Well, it looks like each line has a number, a comma, and an accompanying text that labels the line with the earlier number, only here written out in English words. We’re going to make a leap now, and presume the numbers are line numbers, the text reenforcing this fact, and the comma, well, is a comma. Matching up each line to its physical line-number in the file would thus leave conspicuous holes in the location of any missing lines. If we figure out what those holes are we can then report their line-numbers. Then having done our structural analysis the user can take things from there.

PERL 5 SOLUTION

The meat of the solution is to split each line at the comma. We can add a an optional parameter to split to limit the number of elements in the resultant list to 2, the leading number and the following text. The comma, having done its duty, is removed. Having created a tuple, the split string can be assigned as a key and value pair to a lookup hash. If we find the largest value from the list of hash keys that puts an upper bound on the expected line numbers in our file. We can then iterate through a list of numbers up to the maximum and see whether a hash key exists for each line. Better yet, we set this up as a filter on the list of line numbers, only allowing through those lines that have no keys. These are the missing lines.

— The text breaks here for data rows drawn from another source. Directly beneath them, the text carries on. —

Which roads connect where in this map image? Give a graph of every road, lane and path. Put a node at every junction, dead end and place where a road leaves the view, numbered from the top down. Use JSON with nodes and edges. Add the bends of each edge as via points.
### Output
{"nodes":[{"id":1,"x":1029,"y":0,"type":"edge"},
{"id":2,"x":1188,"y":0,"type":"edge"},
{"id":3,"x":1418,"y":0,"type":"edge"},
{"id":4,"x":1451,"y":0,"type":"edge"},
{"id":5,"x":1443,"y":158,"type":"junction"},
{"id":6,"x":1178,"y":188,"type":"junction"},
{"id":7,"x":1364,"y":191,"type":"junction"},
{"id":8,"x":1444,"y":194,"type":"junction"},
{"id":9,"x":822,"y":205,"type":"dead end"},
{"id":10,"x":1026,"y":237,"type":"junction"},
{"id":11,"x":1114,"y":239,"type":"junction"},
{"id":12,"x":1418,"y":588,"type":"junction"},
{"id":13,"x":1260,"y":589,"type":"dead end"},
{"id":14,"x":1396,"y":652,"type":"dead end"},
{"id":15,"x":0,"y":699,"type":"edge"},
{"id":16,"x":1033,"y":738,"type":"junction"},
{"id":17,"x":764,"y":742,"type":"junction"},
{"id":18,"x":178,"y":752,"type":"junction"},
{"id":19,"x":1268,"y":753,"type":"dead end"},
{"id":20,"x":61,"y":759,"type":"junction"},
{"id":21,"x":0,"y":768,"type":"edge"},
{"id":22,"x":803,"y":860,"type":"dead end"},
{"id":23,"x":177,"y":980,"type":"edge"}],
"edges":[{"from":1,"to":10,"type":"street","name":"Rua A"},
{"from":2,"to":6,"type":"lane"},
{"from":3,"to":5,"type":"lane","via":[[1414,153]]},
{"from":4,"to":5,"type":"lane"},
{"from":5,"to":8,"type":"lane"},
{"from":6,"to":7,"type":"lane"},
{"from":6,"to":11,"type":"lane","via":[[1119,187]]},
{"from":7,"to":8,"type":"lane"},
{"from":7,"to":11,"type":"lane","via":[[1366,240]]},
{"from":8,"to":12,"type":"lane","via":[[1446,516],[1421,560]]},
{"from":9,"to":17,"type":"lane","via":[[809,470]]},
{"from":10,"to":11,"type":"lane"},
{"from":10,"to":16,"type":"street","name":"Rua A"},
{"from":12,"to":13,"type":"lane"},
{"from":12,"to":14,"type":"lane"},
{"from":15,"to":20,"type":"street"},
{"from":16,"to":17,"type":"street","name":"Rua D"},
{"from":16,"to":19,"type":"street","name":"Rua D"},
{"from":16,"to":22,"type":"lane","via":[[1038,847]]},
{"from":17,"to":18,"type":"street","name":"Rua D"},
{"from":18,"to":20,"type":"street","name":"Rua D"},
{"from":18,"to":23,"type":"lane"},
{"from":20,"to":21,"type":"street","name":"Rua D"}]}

In the absence of more detailed information we’ve made more than a few assumptions here. Our report presenting our findings is longer than our logic, but the two list processing operations drive a lot of data-manipulation in a very compact form. I love working with the Perl list functions.

use warnings;
use strict;
use utf8;
use feature ":5.26";
use feature qw(signatures);
no warnings 'experimental::signatures';
use List::Util qw( max );

my %lookup  = map  { split /,/, $_, 2 } <> ;
my @missing = grep { ! exists $lookup{$_} } (1..max(keys %lookup));

## output
if (my $count = scalar @missing) {
    say $count, ($count == 1 
        ? " line is "
        : " lines are "), "missing:";
    say "line $_" for @missing;
}
else {
    say "all lines accounted for!";
}

The results of our efforts is a nice little report on the integrity of the file.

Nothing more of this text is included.